Blue Light & What it does to Your Eyes
The white light we see from the sun is actually made up of different color lights, all having different wavelengths and energies. Blue light has short wavelengths and high energy, a large component of the white light we see. Aside from the sun, the most common sources of blue light that we’re exposed to comes from fluorescent light, LED light, LED televisions, computer screens, smart phones, and tablets. The amount of blue light we’re exposed to by the screens of the different devices we use is small when compared to the amount of blue light the sun gives off. However, the use of such screens cause some worry due to how long we spend looking at them and how close to our eyes they are when they’re in use.
Benefits of blue light
According to PreventBlindness.org, there are some benefits to absorbing blue light. These include increasing mental alertness, boosting mood, aiding in memory recollection, and providing an overall increase in cognitive functions. Along with those benefits, blue light also regulates the body’s natural wake and sleep cycle. This is true as long as the blue light exposure isn’t happening at night. During the day, the light helps you to stay awake and then fall asleep at an appropriate hour. If you’re sitting up late at night on your smartphone however, you’re going to throw off your circadian rhythm and have trouble falling asleep. Light is also good for developing children to be exposed to. Sunlight especially aids in eye and vision development.
Bad effect of blue light
Too much blue light, particularly from screens, can cause both short-term and long-term negative effects.
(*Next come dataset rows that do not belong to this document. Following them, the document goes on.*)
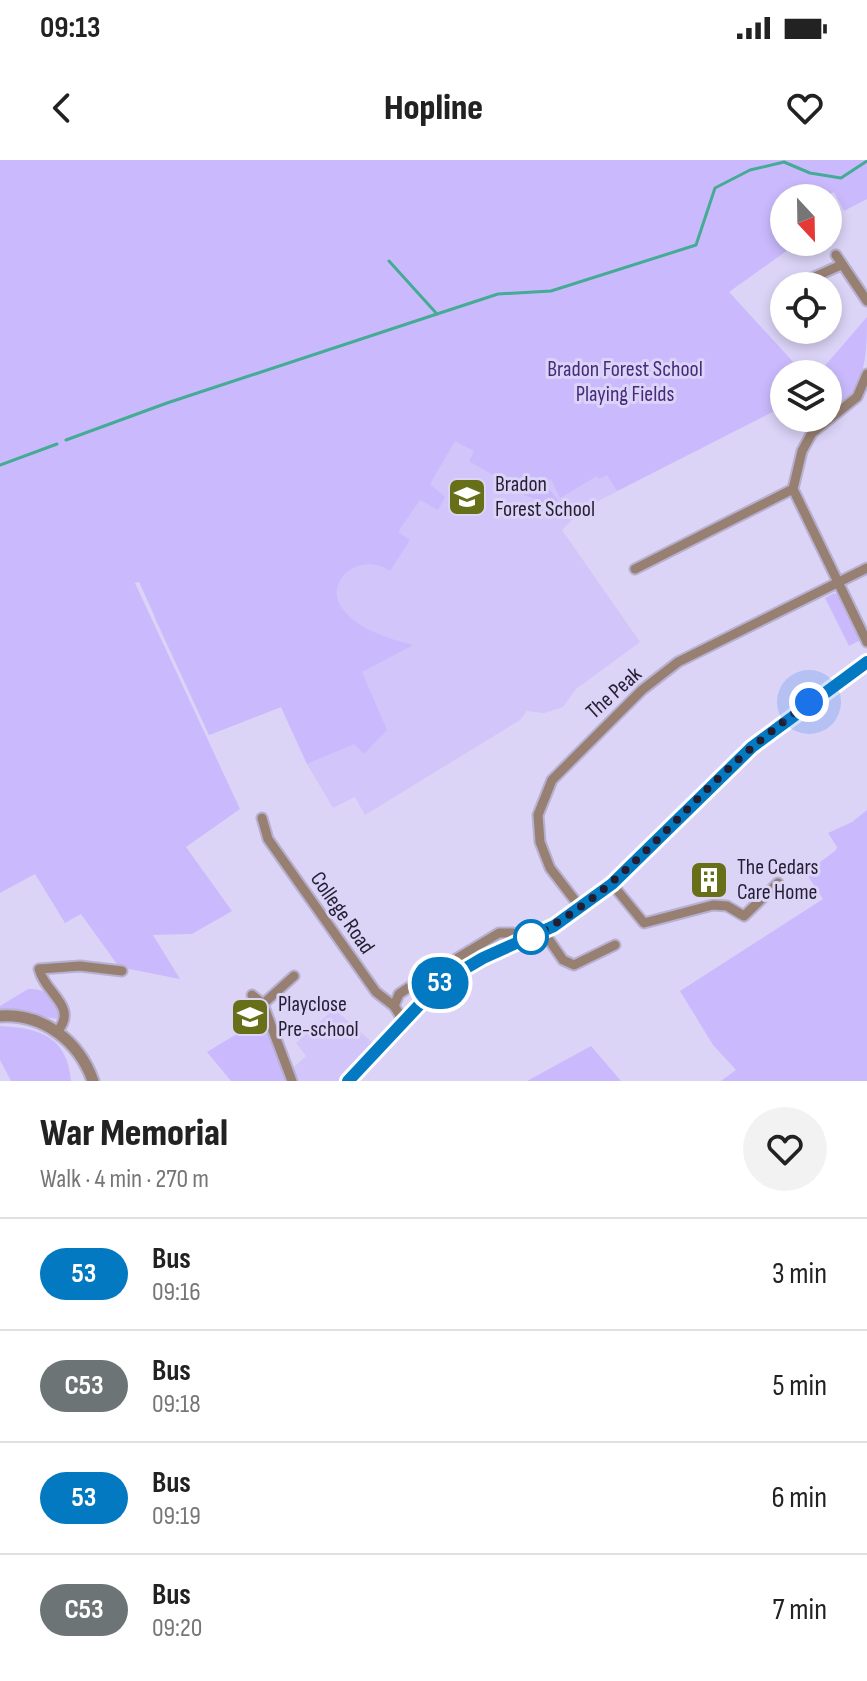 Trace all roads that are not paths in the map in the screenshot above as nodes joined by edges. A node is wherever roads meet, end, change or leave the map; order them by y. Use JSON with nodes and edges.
{"nodes":[{"id":1,"x":820,"y":272,"type":"edge"},
{"id":2,"x":867,"y":301,"type":"edge"},
{"id":3,"x":867,"y":374,"type":"edge"},
{"id":4,"x":864,"y":389,"type":"edge"},
{"id":5,"x":793,"y":489,"type":"junction"},
{"id":6,"x":867,"y":568,"type":"edge"},
{"id":7,"x":635,"y":569,"type":"dead end"},
{"id":8,"x":838,"y":582,"type":"junction"},
{"id":9,"x":867,"y":642,"type":"edge"},
{"id":10,"x":867,"y":662,"type":"edge"},
{"id":11,"x":262,"y":818,"type":"dead end"},
{"id":12,"x":778,"y":883,"type":"dead end"},
{"id":13,"x":612,"y":884,"type":"junction"},
{"id":14,"x":580,"y":907,"type":"junction"},
{"id":15,"x":543,"y":931,"type":"junction"},
{"id":16,"x":519,"y":942,"type":"junction"},
{"id":17,"x":615,"y":945,"type":"dead end"},
{"id":18,"x":122,"y":971,"type":"dead end"},
{"id":19,"x":294,"y":976,"type":"dead end"},
{"id":20,"x":252,"y":995,"type":"dead end"},
{"id":21,"x":263,"y":1004,"type":"junction"},
{"id":22,"x":394,"y":1006,"type":"junction"},
{"id":23,"x":0,"y":1016,"type":"edge"},
{"id":24,"x":403,"y":1020,"type":"junction"},
{"id":25,"x":57,"y":1032,"type":"junction"},
{"id":26,"x":93,"y":1081,"type":"edge"},
{"id":27,"x":292,"y":1081,"type":"edge"},
{"id":28,"x":348,"y":1081,"type":"edge"}],
"edges":[{"from":1,"to":2,"type":"street"},
{"from":3,"to":4,"type":"street"},
{"from":4,"to":5,"type":"street"},
{"from":5,"to":7,"type":"street"},
{"from":5,"to":8,"type":"street"},
{"from":6,"to":8,"type":"street","name":"The Peak"},
{"from":8,"to":9,"type":"street"},
{"from":8,"to":14,"type":"street","name":"The Peak"},
{"from":10,"to":13,"type":"street"},
{"from":11,"to":22,"type":"street","name":"College Road"},
{"from":12,"to":13,"type":"street"},
{"from":13,"to":14,"type":"street"},
{"from":14,"to":15,"type":"street"},
{"from":15,"to":16,"type":"street"},
{"from":15,"to":17,"type":"street"},
{"from":16,"to":22,"type":"street"},
{"from":16,"to":24,"type":"street"},
{"from":18,"to":25,"type":"street"},
{"from":19,"to":21,"type":"street"},
{"from":20,"to":21,"type":"street"},
{"from":21,"to":27,"type":"street"},
{"from":22,"to":24,"type":"street","name":"College Road"},
{"from":23,"to":25,"type":"street"},
{"from":24,"to":28,"type":"street"},
{"from":25,"to":26,"type":"street"}]}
Because blue light is able to shoot straight through to the retina, exposure can lead to harmful conditions. As PreventBlindess.org points out, two of these conditions include digital eyestrain and retina damage. Symptoms of digital eyestrain are usually felt in the short-term after spending more than two hours on a computer, tablet, or phone. Your eyes may feel dry, tired, sore, or sensitive. Retina damage on the other hand happens over time and can cause more serious vision problems.
Even though we know that spending so much time on these devices is causing deterioration to our eyes, we can’t help the fact that our jobs or education depend on it. People are starting to get smart about the time they spend on their computers, but if less time is not an option, products like computer glasses are helping big time. Glasses designed by companies like Pixel are meant to block out the blue light that radiates from our smartphone, laptop, and tablet screens. The idea is that you can still get the work that you have done, but without reaping the harmful effects of the blue light. The computer glasses will also help you get a night of restful sleep if you need to be on the computer later on in the night. You can also wear a contact lens with a blue light filter from contactlenses.co.uk.
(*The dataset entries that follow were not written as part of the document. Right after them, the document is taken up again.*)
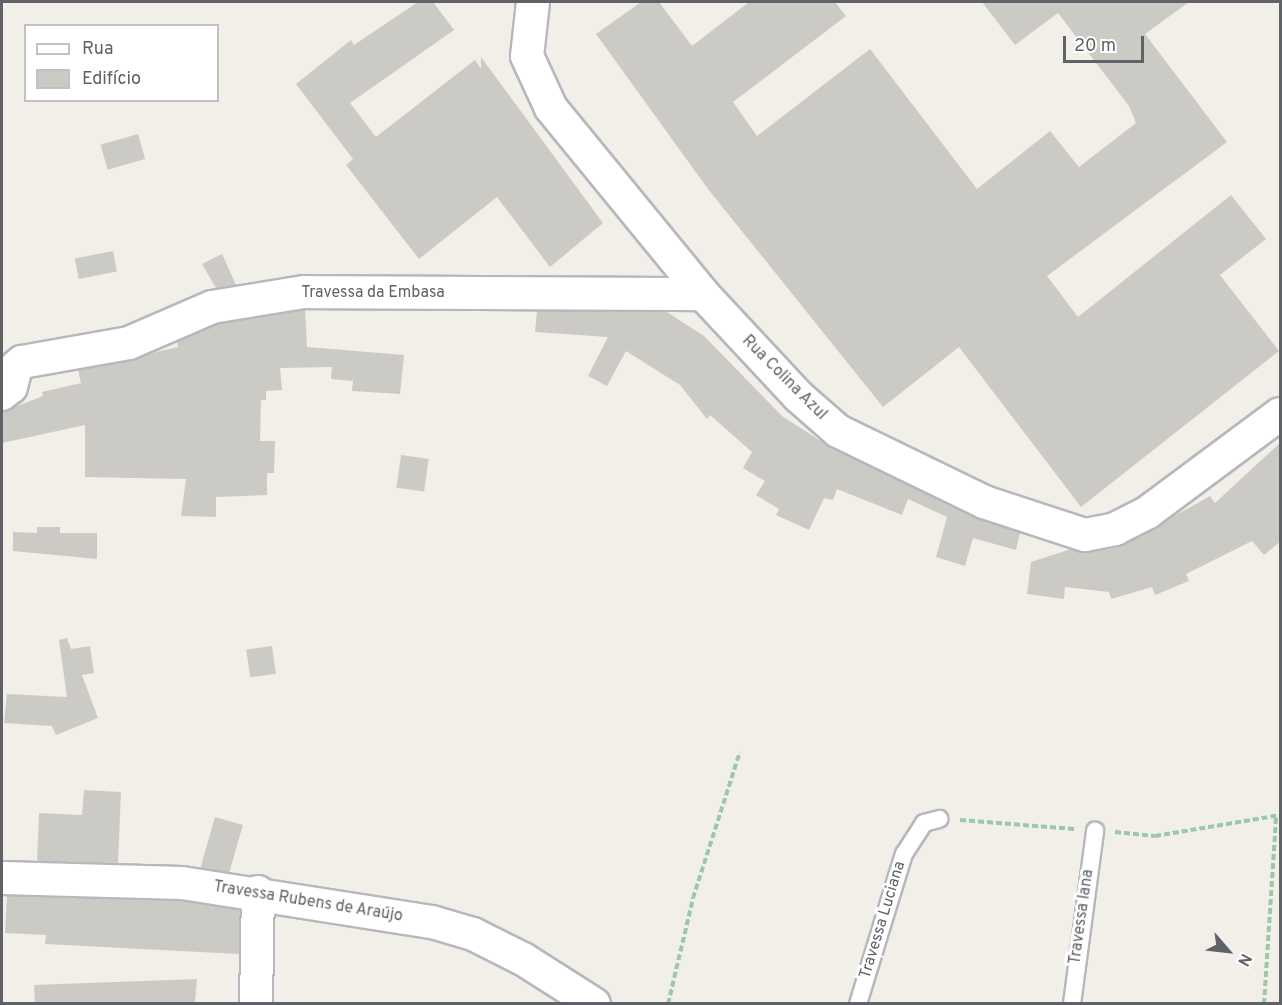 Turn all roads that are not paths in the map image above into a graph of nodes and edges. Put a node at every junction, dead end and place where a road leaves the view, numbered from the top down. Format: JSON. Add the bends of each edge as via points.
{"nodes":[{"id":1,"x":533,"y":2,"type":"edge"},
{"id":2,"x":703,"y":294,"type":"junction"},
{"id":3,"x":2,"y":394,"type":"edge"},
{"id":4,"x":1281,"y":414,"type":"edge"},
{"id":5,"x":939,"y":819,"type":"road end"},
{"id":6,"x":1095,"y":831,"type":"road end"},
{"id":7,"x":2,"y":878,"type":"edge"},
{"id":8,"x":258,"y":892,"type":"junction"},
{"id":9,"x":256,"y":1004,"type":"edge"},
{"id":10,"x":594,"y":1004,"type":"edge"},
{"id":11,"x":858,"y":1004,"type":"edge"},
{"id":12,"x":1072,"y":1004,"type":"edge"}],
"edges":[{"from":1,"to":2,"type":"street","name":"Rua Colina Azul","via":[[527,56],[551,108]]},
{"from":2,"to":3,"type":"street","name":"Travessa da Embasa","via":[[304,292],[213,307],[129,343],[22,362],[16,367],[11,387]]},
{"from":2,"to":4,"type":"street","name":"Rua Colina Azul","via":[[798,396],[838,431],[984,502],[1065,531],[1085,535],[1115,529],[1148,512]]},
{"from":5,"to":11,"type":"lane","name":"Travessa Luciana","via":[[924,823],[904,854]]},
{"from":6,"to":12,"type":"lane","name":"Travessa Iana"},
{"from":7,"to":8,"type":"street","name":"Travessa Rubens de Araújo","via":[[105,878]]},
{"from":8,"to":9,"type":"street"},
{"from":8,"to":10,"type":"street","name":"Travessa Rubens de Araújo","via":[[371,910],[474,934]]}]}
On average, people are spending over 10 hours of their day being exposed to blue light, with a concentrated portion of that time being from screens. People who reach this amount of time on their smart devices run the risk of developing macular degeneration down the road. Because our eyes aren’t good at filtering blue light, too much exposure can damage the cells in our retinas long-term. It’s not certain how much blue light is too much blue light, but there’s definitely been a spike in symptoms and eye complications since technology became so apparent in our lives. In this case, it’s better to be safe than sorry because macular degeneration can lead to permanent vision loss in extreme cases.
While not all blue light is bad, too much of anything is no good. Computer glasses work to filter out about 50% of the blue light your eyes are exposed to, blocking the strongest wavelengths and ultimately protecting your eyes.